### What you should do
Print each line once more, unchanged, from the line holding "middle dip: (927, 725)" to the end of the listing below.

### Information given
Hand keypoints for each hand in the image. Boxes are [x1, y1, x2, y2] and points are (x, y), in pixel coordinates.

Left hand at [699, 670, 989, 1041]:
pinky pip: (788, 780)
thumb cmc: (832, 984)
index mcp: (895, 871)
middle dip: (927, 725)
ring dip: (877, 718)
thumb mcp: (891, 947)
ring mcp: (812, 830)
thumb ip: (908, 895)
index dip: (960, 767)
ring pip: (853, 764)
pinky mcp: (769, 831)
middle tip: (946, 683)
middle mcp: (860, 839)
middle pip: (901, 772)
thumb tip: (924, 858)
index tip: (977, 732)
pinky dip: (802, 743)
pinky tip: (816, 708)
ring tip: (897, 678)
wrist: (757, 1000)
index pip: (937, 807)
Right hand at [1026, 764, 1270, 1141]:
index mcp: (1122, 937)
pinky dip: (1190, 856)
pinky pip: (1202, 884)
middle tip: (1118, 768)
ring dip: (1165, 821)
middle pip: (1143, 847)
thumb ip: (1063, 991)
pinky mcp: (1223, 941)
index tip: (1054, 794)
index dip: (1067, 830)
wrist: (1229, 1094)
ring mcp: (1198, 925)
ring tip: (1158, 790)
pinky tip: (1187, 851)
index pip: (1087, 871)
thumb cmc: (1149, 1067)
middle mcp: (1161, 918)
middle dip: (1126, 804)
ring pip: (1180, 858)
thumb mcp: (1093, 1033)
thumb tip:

### Response to the exercise
middle dip: (927, 725)
ring dip: (877, 718)
thumb mcp: (891, 947)
ring mcp: (812, 830)
thumb ip: (908, 895)
index dip: (960, 767)
ring pip: (853, 764)
pinky mcp: (769, 831)
middle tip: (946, 683)
middle mcp: (860, 839)
middle pip: (901, 772)
thumb tip: (924, 858)
index tip: (977, 732)
pinky dip: (802, 743)
pinky tip: (816, 708)
ring tip: (897, 678)
wrist: (757, 1000)
index pip: (937, 807)
Right hand at [1026, 764, 1270, 1141]:
index mcp: (1122, 937)
pinky dip: (1190, 856)
pinky pip: (1202, 884)
middle tip: (1118, 768)
ring dip: (1165, 821)
middle pip: (1143, 847)
thumb ip: (1063, 991)
pinky mcp: (1223, 941)
index tip: (1054, 794)
index dip: (1067, 830)
wrist: (1229, 1094)
ring mcp: (1198, 925)
ring tip: (1158, 790)
pinky tip: (1187, 851)
index pip: (1087, 871)
thumb cmc: (1149, 1067)
middle mcp: (1161, 918)
middle dip: (1126, 804)
ring pip: (1180, 858)
thumb mcp: (1093, 1033)
thumb tip:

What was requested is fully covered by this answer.